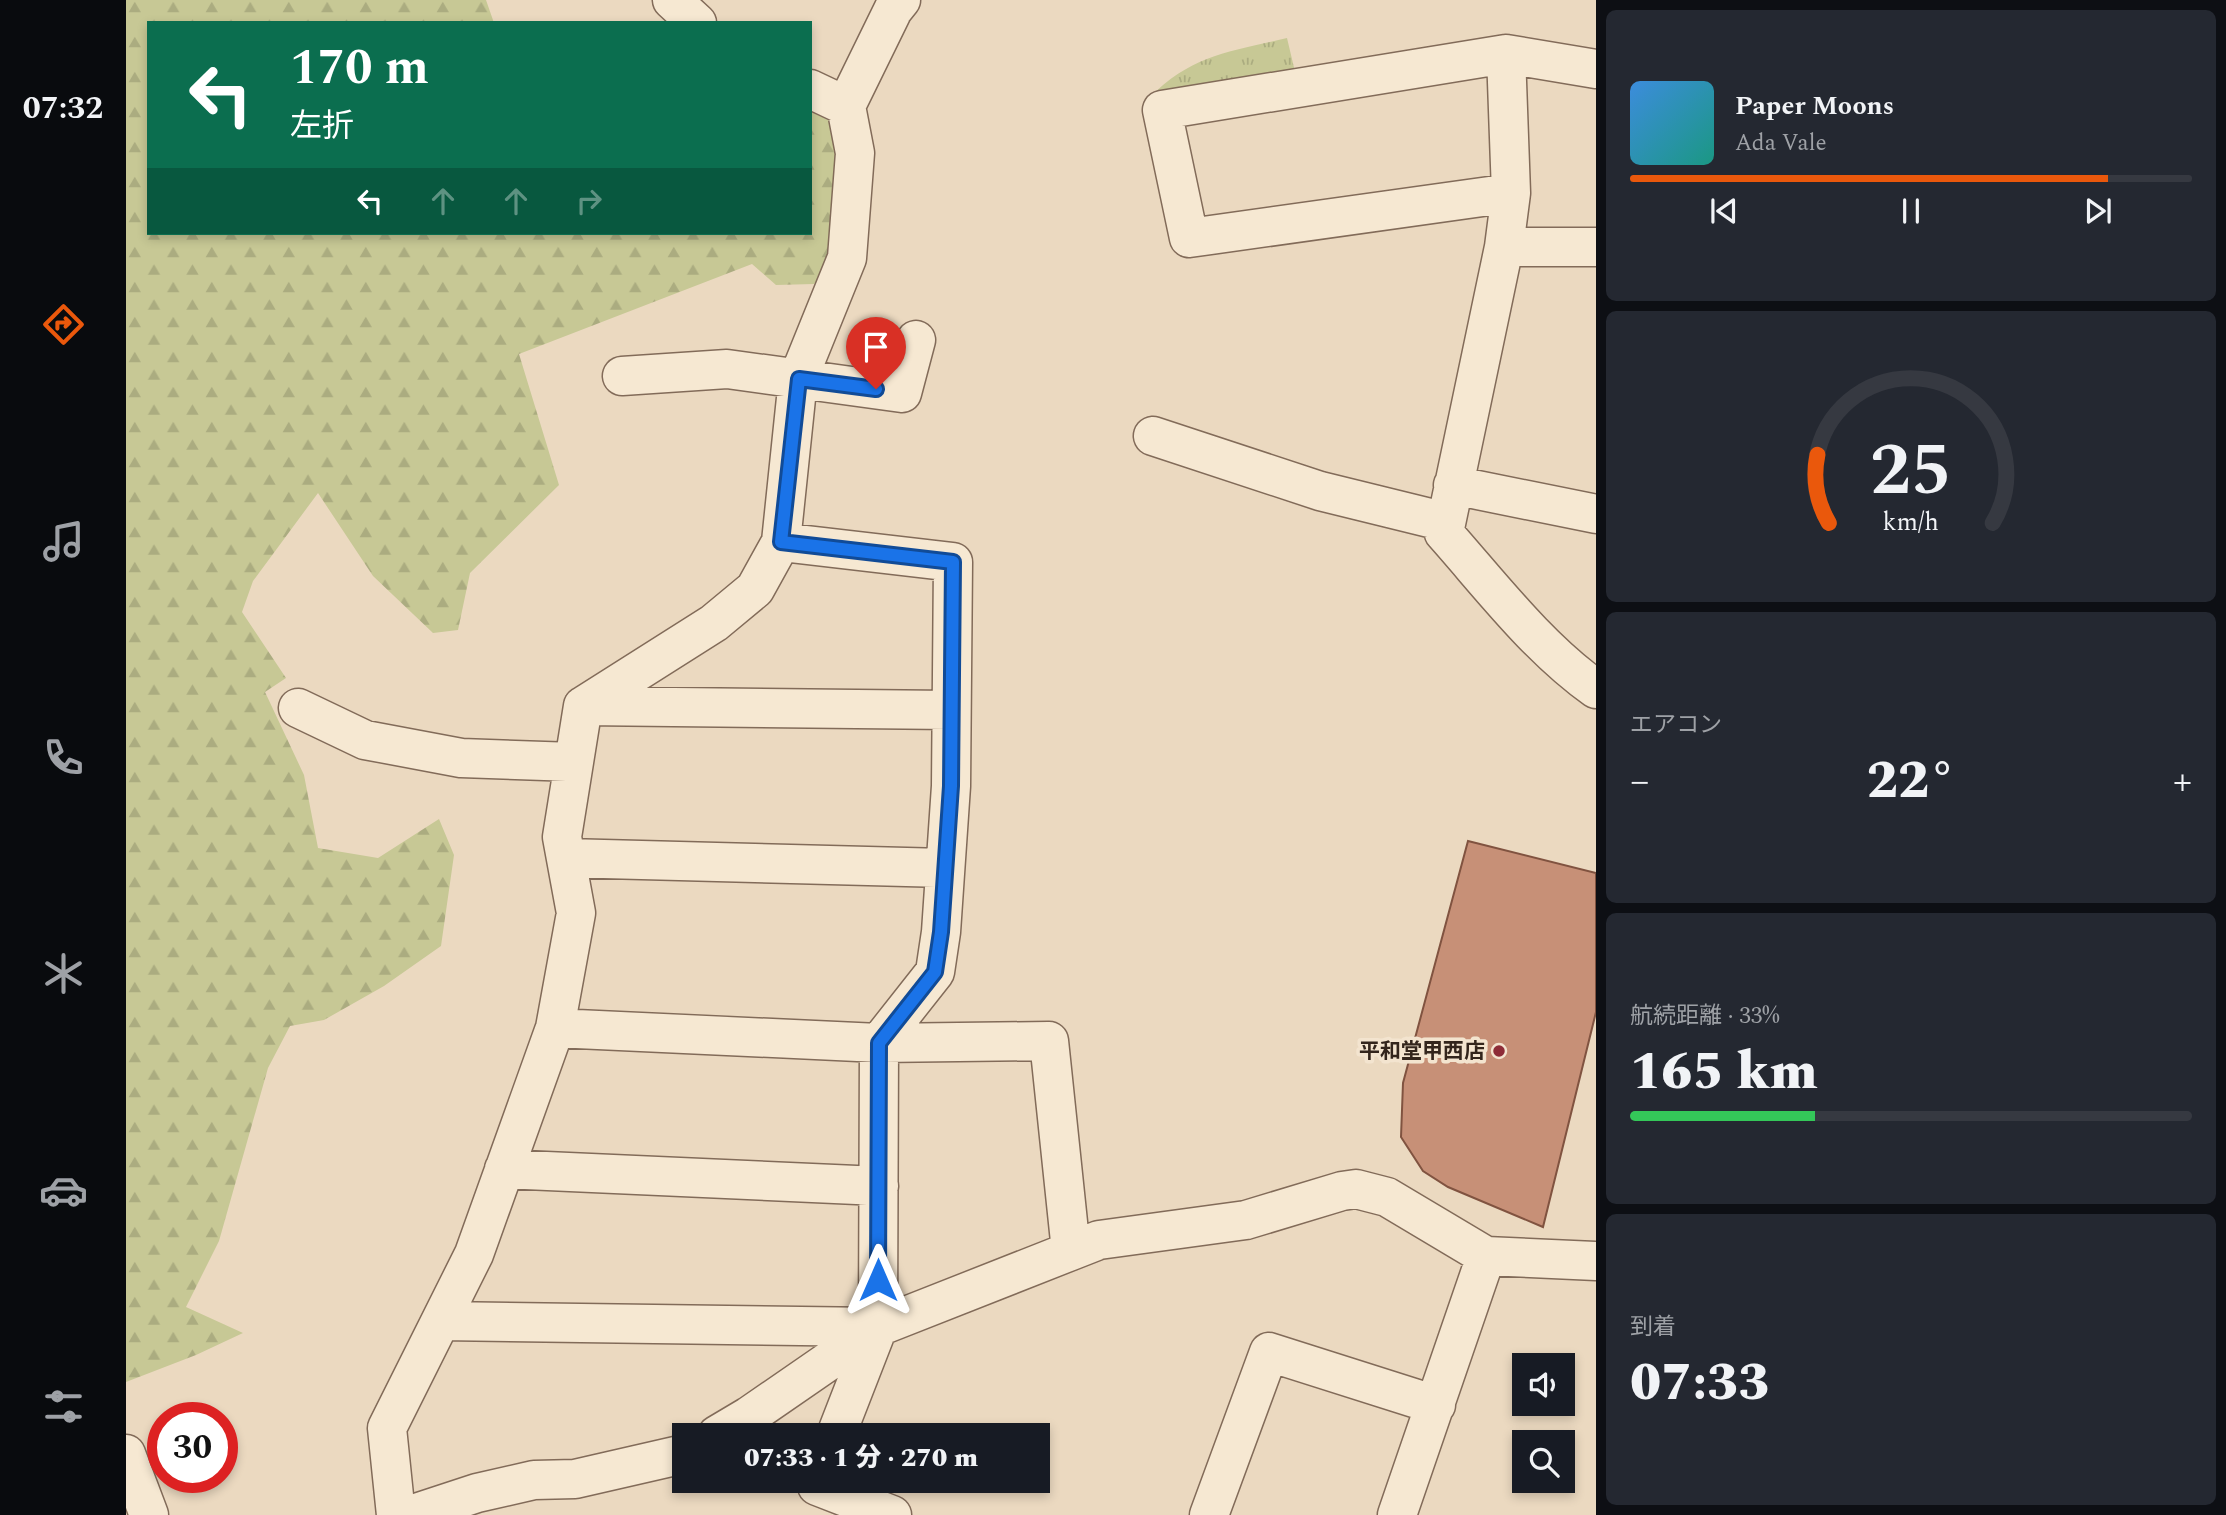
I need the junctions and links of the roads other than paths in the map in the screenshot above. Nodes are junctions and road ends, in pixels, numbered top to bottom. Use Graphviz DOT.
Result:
graph roads {
  1 [pos="672,0"];
  2 [pos="887,4"];
  3 [pos="695,21"];
  4 [pos="1506,54"];
  5 [pos="1596,69"];
  6 [pos="812,90"];
  7 [pos="846,106"];
  8 [pos="1511,193"];
  9 [pos="1504,247"];
  10 [pos="1596,247"];
  11 [pos="916,340"];
  12 [pos="622,376"];
  13 [pos="799,379"];
  14 [pos="1153,436"];
  15 [pos="1453,485"];
  16 [pos="1596,514"];
  17 [pos="1446,522"];
  18 [pos="781,542"];
  19 [pos="1596,689"];
  20 [pos="583,706"];
  21 [pos="298,708"];
  22 [pos="951,710"];
  23 [pos="574,762"];
  24 [pos="566,858"];
  25 [pos="945,868"];
  26 [pos="555,1028"];
  27 [pos="879,1043"];
  28 [pos="504,1169"];
  29 [pos="879,1186"];
  30 [pos="1071,1251"];
  31 [pos="1486,1256"];
  32 [pos="1596,1261"];
  33 [pos="441,1321"];
  34 [pos="878,1327"];
  35 [pos="1436,1405"];
  36 [pos="737,1423"];
  37 [pos="841,1423"];
  38 [pos="672,1457"];
  39 [pos="127,1460"];
  40 [pos="814,1494"];
  41 [pos="149,1515"];
  42 [pos="396,1515"];
  43 [pos="410,1515"];
  44 [pos="892,1515"];
  45 [pos="1209,1515"];
  46 [pos="1397,1515"];
  1 -- 3 [label="street"];
  2 -- 7 [label="street"];
  4 -- 5 [label="street"];
  4 -- 8 [label="street"];
  4 -- 8 [label="street"];
  6 -- 7 [label="street"];
  7 -- 13 [label="street"];
  8 -- 9 [label="street"];
  9 -- 10 [label="street"];
  9 -- 15 [label="street"];
  11 -- 13 [label="street"];
  12 -- 13 [label="street"];
  13 -- 18 [label="street"];
  14 -- 17 [label="street"];
  15 -- 16 [label="street"];
  15 -- 17 [label="street"];
  17 -- 19 [label="street"];
  18 -- 20 [label="street"];
  18 -- 22 [label="street"];
  20 -- 22 [label="street"];
  20 -- 23 [label="street"];
  21 -- 23 [label="street"];
  22 -- 25 [label="street"];
  23 -- 24 [label="street"];
  24 -- 25 [label="street"];
  24 -- 26 [label="street"];
  25 -- 27 [label="street"];
  26 -- 27 [label="street"];
  26 -- 28 [label="street"];
  27 -- 29 [label="street"];
  27 -- 30 [label="street"];
  28 -- 29 [label="street"];
  28 -- 33 [label="street"];
  29 -- 34 [label="street"];
  30 -- 31 [label="street"];
  30 -- 34 [label="street"];
  31 -- 32 [label="street"];
  31 -- 35 [label="street"];
  33 -- 34 [label="street"];
  33 -- 42 [label="street"];
  34 -- 36 [label="street"];
  34 -- 37 [label="street"];
  35 -- 45 [label="street"];
  35 -- 46 [label="street"];
  38 -- 43 [label="street"];
  39 -- 41 [label="street"];
  40 -- 44 [label="street"];
}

[AIM OF THE EXERCISE] Reproduce the listing exactly, but keep its images out of the copy.

[FINAL ANSWER]
I need the junctions and links of the roads other than paths in the map in the screenshot above. Nodes are junctions and road ends, in pixels, numbered top to bottom. Use Graphviz DOT.
Result:
graph roads {
  1 [pos="672,0"];
  2 [pos="887,4"];
  3 [pos="695,21"];
  4 [pos="1506,54"];
  5 [pos="1596,69"];
  6 [pos="812,90"];
  7 [pos="846,106"];
  8 [pos="1511,193"];
  9 [pos="1504,247"];
  10 [pos="1596,247"];
  11 [pos="916,340"];
  12 [pos="622,376"];
  13 [pos="799,379"];
  14 [pos="1153,436"];
  15 [pos="1453,485"];
  16 [pos="1596,514"];
  17 [pos="1446,522"];
  18 [pos="781,542"];
  19 [pos="1596,689"];
  20 [pos="583,706"];
  21 [pos="298,708"];
  22 [pos="951,710"];
  23 [pos="574,762"];
  24 [pos="566,858"];
  25 [pos="945,868"];
  26 [pos="555,1028"];
  27 [pos="879,1043"];
  28 [pos="504,1169"];
  29 [pos="879,1186"];
  30 [pos="1071,1251"];
  31 [pos="1486,1256"];
  32 [pos="1596,1261"];
  33 [pos="441,1321"];
  34 [pos="878,1327"];
  35 [pos="1436,1405"];
  36 [pos="737,1423"];
  37 [pos="841,1423"];
  38 [pos="672,1457"];
  39 [pos="127,1460"];
  40 [pos="814,1494"];
  41 [pos="149,1515"];
  42 [pos="396,1515"];
  43 [pos="410,1515"];
  44 [pos="892,1515"];
  45 [pos="1209,1515"];
  46 [pos="1397,1515"];
  1 -- 3 [label="street"];
  2 -- 7 [label="street"];
  4 -- 5 [label="street"];
  4 -- 8 [label="street"];
  4 -- 8 [label="street"];
  6 -- 7 [label="street"];
  7 -- 13 [label="street"];
  8 -- 9 [label="street"];
  9 -- 10 [label="street"];
  9 -- 15 [label="street"];
  11 -- 13 [label="street"];
  12 -- 13 [label="street"];
  13 -- 18 [label="street"];
  14 -- 17 [label="street"];
  15 -- 16 [label="street"];
  15 -- 17 [label="street"];
  17 -- 19 [label="street"];
  18 -- 20 [label="street"];
  18 -- 22 [label="street"];
  20 -- 22 [label="street"];
  20 -- 23 [label="street"];
  21 -- 23 [label="street"];
  22 -- 25 [label="street"];
  23 -- 24 [label="street"];
  24 -- 25 [label="street"];
  24 -- 26 [label="street"];
  25 -- 27 [label="street"];
  26 -- 27 [label="street"];
  26 -- 28 [label="street"];
  27 -- 29 [label="street"];
  27 -- 30 [label="street"];
  28 -- 29 [label="street"];
  28 -- 33 [label="street"];
  29 -- 34 [label="street"];
  30 -- 31 [label="street"];
  30 -- 34 [label="street"];
  31 -- 32 [label="street"];
  31 -- 35 [label="street"];
  33 -- 34 [label="street"];
  33 -- 42 [label="street"];
  34 -- 36 [label="street"];
  34 -- 37 [label="street"];
  35 -- 45 [label="street"];
  35 -- 46 [label="street"];
  38 -- 43 [label="street"];
  39 -- 41 [label="street"];
  40 -- 44 [label="street"];
}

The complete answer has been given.